The fog moved down from the mountains and slipped around the car like a cat preparing for sleep, and she moved.


Part of the the land of if collection

Sometimes, she said, sunrises seem so sad…


The back of the car creaked as you pulled yourself up onto its trunk beside her. A paper Pepsi cup blew around with the leaves on the other side of the street. Sidney rested her hand on top of yours, yours on the cool metal car, but she didn’t squeeze or hold it. Just rested flat fingers on your fingers flattened.

… like the end of a dream.


She paused, mid-word, to consider the thought she wanted to share. The water kept rushing over the man-made dam, damn what she might say – what might it mean. And the sun kept motioning to us that it wanted to set, but to us, in this moment, these words possible, held meaning. The world revolved around the two of us.


Sidney kept it about herself, wrapped tightly like her jeans. You wondered what she thought, not that it mattered to you her judgment, but still you wondered what sparks shot through her mind when she’d look away at some distant object – a tree branch, a swirl in the creek, a bunch of rocks left in a pile by some geographic event long before either of you ever even considered taking up residence here in these bodies. You wondered constantly. Still she made you home when she turned back and smiled.
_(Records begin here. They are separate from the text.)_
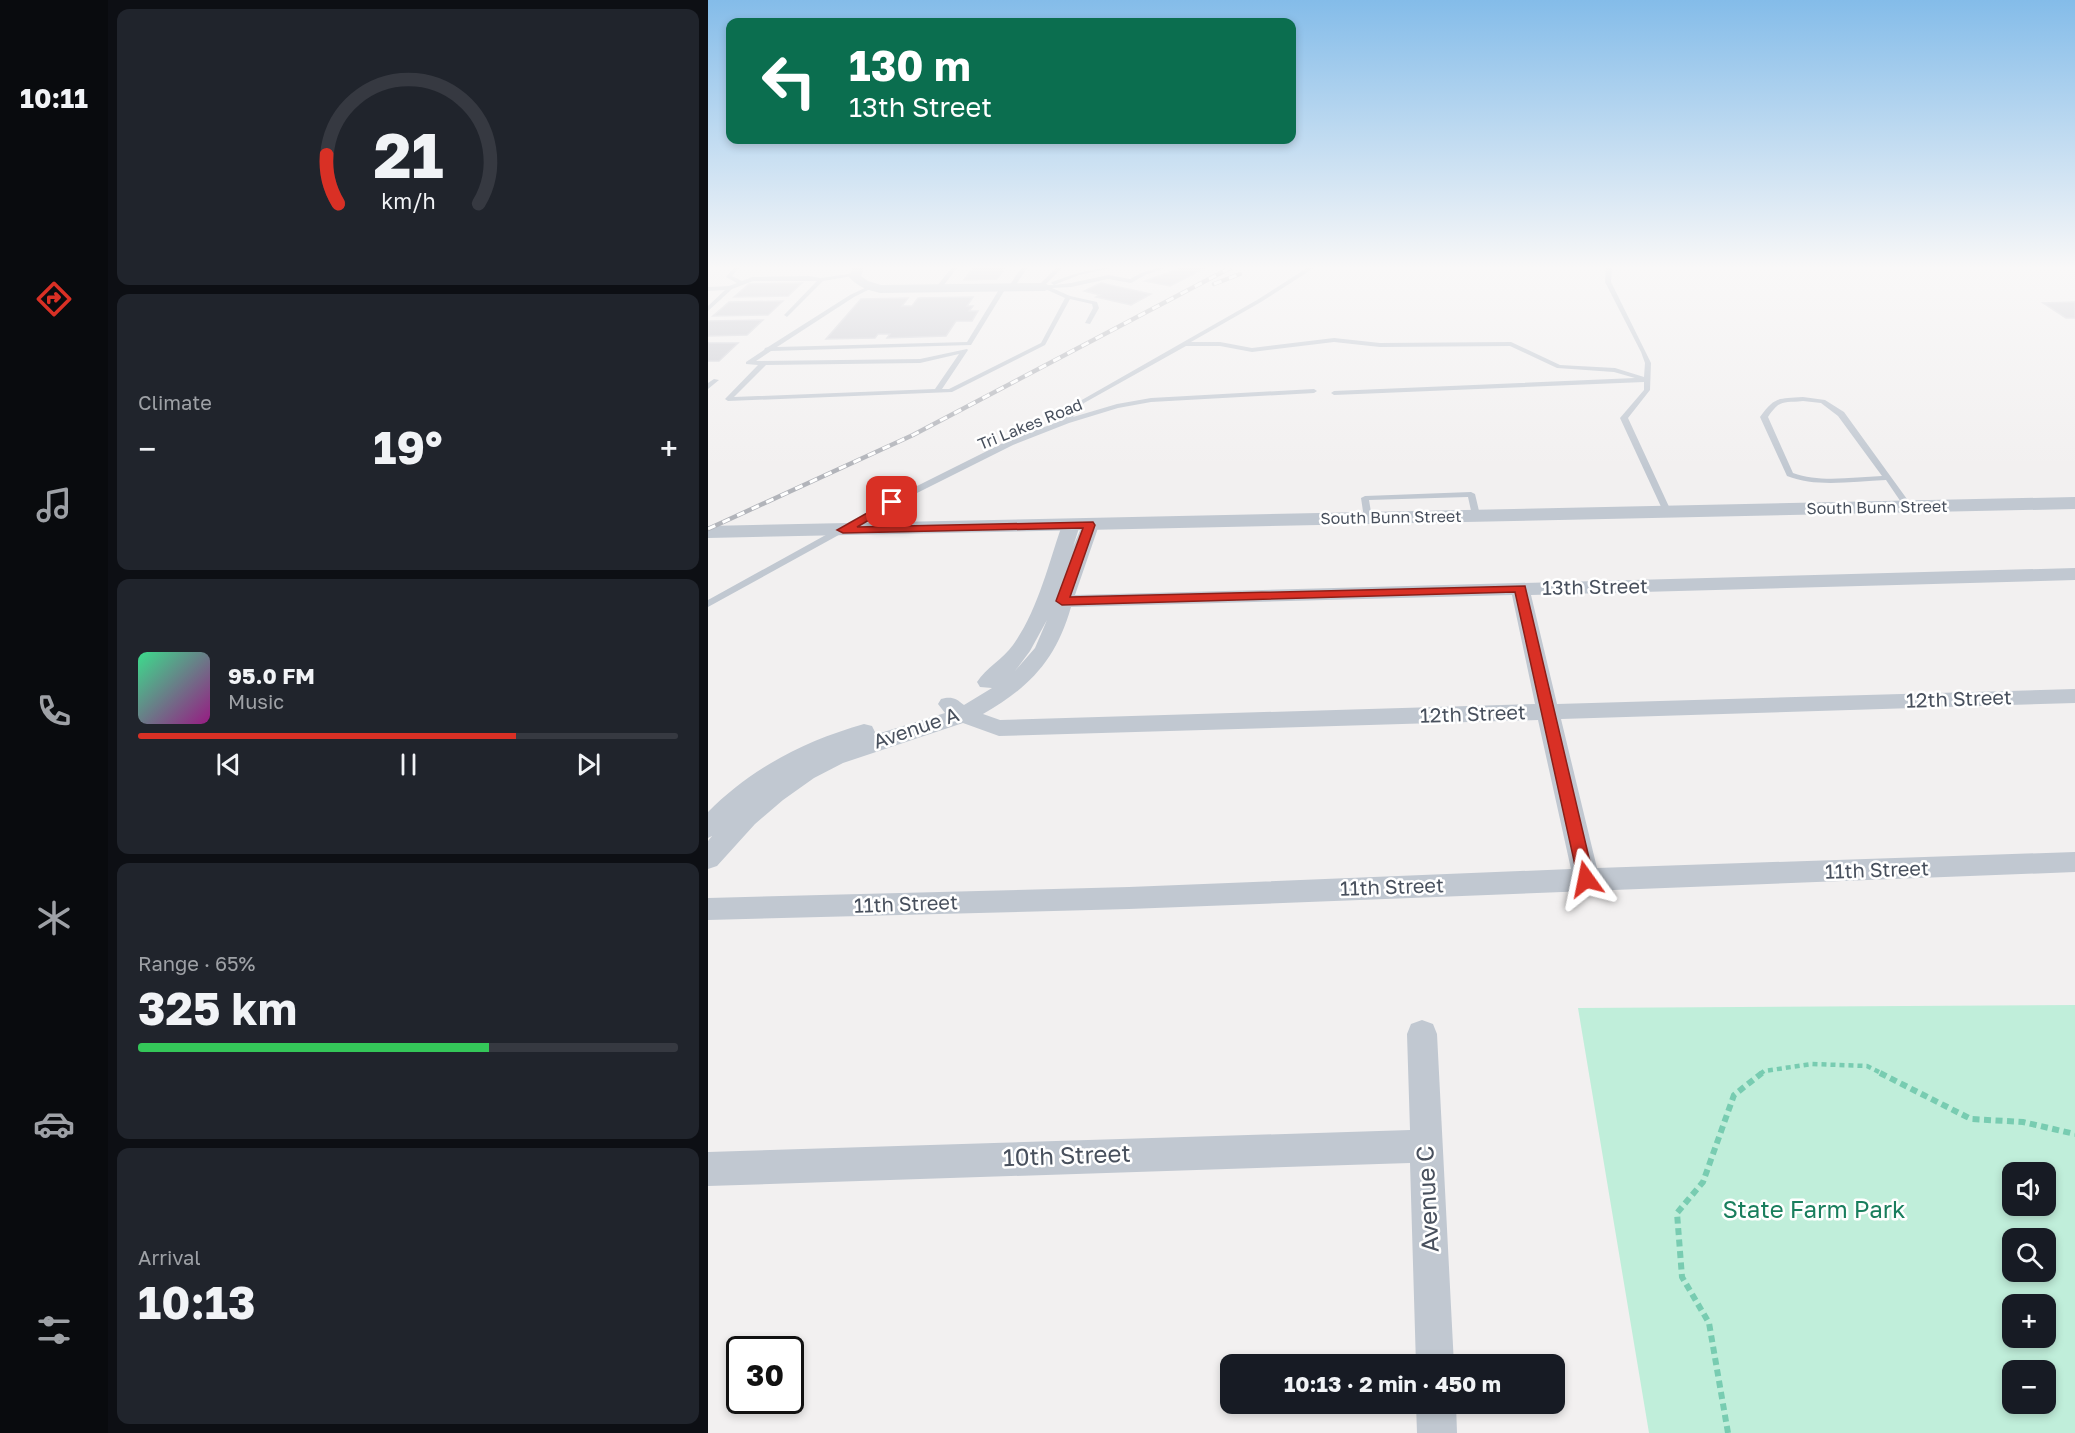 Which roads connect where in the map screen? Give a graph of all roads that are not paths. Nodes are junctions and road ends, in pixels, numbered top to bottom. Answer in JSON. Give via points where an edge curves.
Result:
{"nodes":[{"id":1,"x":790,"y":335,"type":"edge"},
{"id":2,"x":975,"y":335,"type":"edge"},
{"id":3,"x":1048,"y":335,"type":"edge"},
{"id":4,"x":1201,"y":335,"type":"edge"},
{"id":5,"x":1635,"y":335,"type":"edge"},
{"id":6,"x":969,"y":344,"type":"junction"},
{"id":7,"x":1186,"y":344,"type":"junction"},
{"id":8,"x":767,"y":349,"type":"junction"},
{"id":9,"x":964,"y":351,"type":"junction"},
{"id":10,"x":763,"y":364,"type":"junction"},
{"id":11,"x":716,"y":380,"type":"dead end"},
{"id":12,"x":1647,"y":380,"type":"junction"},
{"id":13,"x":708,"y":387,"type":"edge"},
{"id":14,"x":1314,"y":391,"type":"dead end"},
{"id":15,"x":937,"y":392,"type":"junction"},
{"id":16,"x":1334,"y":393,"type":"dead end"},
{"id":17,"x":1066,"y":421,"type":"junction"},
{"id":18,"x":1888,"y":478,"type":"junction"},
{"id":19,"x":2075,"y":503,"type":"edge"},
{"id":20,"x":1908,"y":506,"type":"junction"},
{"id":21,"x":1667,"y":511,"type":"junction"},
{"id":22,"x":1080,"y":525,"type":"junction"},
{"id":23,"x":843,"y":530,"type":"junction"},
{"id":24,"x":708,"y":532,"type":"edge"},
{"id":25,"x":2075,"y":574,"type":"edge"},
{"id":26,"x":1520,"y":589,"type":"junction"},
{"id":27,"x":1053,"y":602,"type":"junction"},
{"id":28,"x":708,"y":604,"type":"edge"},
{"id":29,"x":2075,"y":696,"type":"edge"},
{"id":30,"x":955,"y":709,"type":"junction"},
{"id":31,"x":1550,"y":712,"type":"junction"},
{"id":32,"x":708,"y":828,"type":"edge"},
{"id":33,"x":708,"y":859,"type":"edge"},
{"id":34,"x":2075,"y":862,"type":"edge"},
{"id":35,"x":1586,"y":879,"type":"junction"},
{"id":36,"x":708,"y":909,"type":"edge"},
{"id":37,"x":1422,"y":1034,"type":"dead end"},
{"id":38,"x":1425,"y":1146,"type":"junction"},
{"id":39,"x":708,"y":1169,"type":"edge"},
{"id":40,"x":1434,"y":1354,"type":"edge"},
{"id":41,"x":1436,"y":1414,"type":"edge"},
{"id":42,"x":1437,"y":1433,"type":"edge"}],
"edges":[{"from":1,"to":8,"type":"lane"},
{"from":2,"to":6,"type":"lane"},
{"from":3,"to":15,"type":"lane","via":[[1036,348],[950,391]]},
{"from":4,"to":7,"type":"lane"},
{"from":5,"to":12,"type":"lane","via":[[1648,363]]},
{"from":6,"to":8,"type":"lane"},
{"from":6,"to":9,"type":"lane"},
{"from":7,"to":12,"type":"lane","via":[[1220,344],[1252,350],[1334,340],[1380,345],[1510,344],[1559,367],[1615,370]]},
{"from":7,"to":17,"type":"lane","via":[[1082,402]]},
{"from":8,"to":10,"type":"lane","via":[[748,363]]},
{"from":9,"to":10,"type":"lane","via":[[920,362]]},
{"from":9,"to":15,"type":"lane"},
{"from":10,"to":15,"type":"lane","via":[[728,399]]},
{"from":11,"to":13,"type":"lane"},
{"from":12,"to":16,"type":"lane"},
{"from":12,"to":21,"type":"lane","via":[[1647,390],[1624,418]]},
{"from":14,"to":17,"type":"lane","name":"Tri Lakes Road","via":[[1151,400]]},
{"from":17,"to":23,"type":"lane","name":"Tri Lakes Road","via":[[1010,443]]},
{"from":18,"to":18,"type":"lane","via":[[1841,414],[1823,401],[1778,401],[1764,417],[1794,477]]},
{"from":18,"to":20,"type":"lane"},
{"from":19,"to":20,"type":"street","name":"South Bunn Street"},
{"from":20,"to":21,"type":"street","name":"South Bunn Street"},
{"from":21,"to":22,"type":"street","name":"South Bunn Street"},
{"from":22,"to":23,"type":"street","name":"South Bunn Street"},
{"from":22,"to":27,"type":"street","name":"Avenue A"},
{"from":23,"to":24,"type":"street","name":"South Bunn Street"},
{"from":23,"to":28,"type":"lane","name":"Tri Lakes Road"},
{"from":25,"to":26,"type":"street","name":"13th Street"},
{"from":26,"to":27,"type":"street","name":"13th Street"},
{"from":26,"to":31,"type":"street"},
{"from":27,"to":30,"type":"street","name":"Avenue A","via":[[1056,628],[1038,659],[1001,692]]},
{"from":29,"to":31,"type":"street","name":"12th Street"},
{"from":30,"to":31,"type":"street","name":"12th Street","via":[[999,728]]},
{"from":30,"to":32,"type":"street","name":"Avenue A","via":[[832,741],[807,753],[745,791]]},
{"from":30,"to":33,"type":"street","name":"Avenue A","via":[[940,724],[873,743],[798,777],[750,812]]},
{"from":31,"to":35,"type":"street"},
{"from":34,"to":35,"type":"street","name":"11th Street"},
{"from":35,"to":36,"type":"street","name":"11th Street","via":[[1129,898]]},
{"from":37,"to":38,"type":"street","name":"Avenue C"},
{"from":38,"to":39,"type":"street","name":"10th Street"},
{"from":38,"to":40,"type":"street","name":"Avenue C"},
{"from":41,"to":42,"type":"street"}]}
She was obsessed with finding the space between – between two places, between body parts, between her and you – eyes always gauging distance. Parallax nonplussed. You knew without saying that she knew without second thought: to know how far apart you are is to know how close you’ve gotten.



You were thinking about her, here, not Sidney-on-your-shoulders leaning dangerously back to read the letters stacked atop. Thinking about the one you’d set off looking for. Why?

Sidney’s cold fingers on your forehead: all together now.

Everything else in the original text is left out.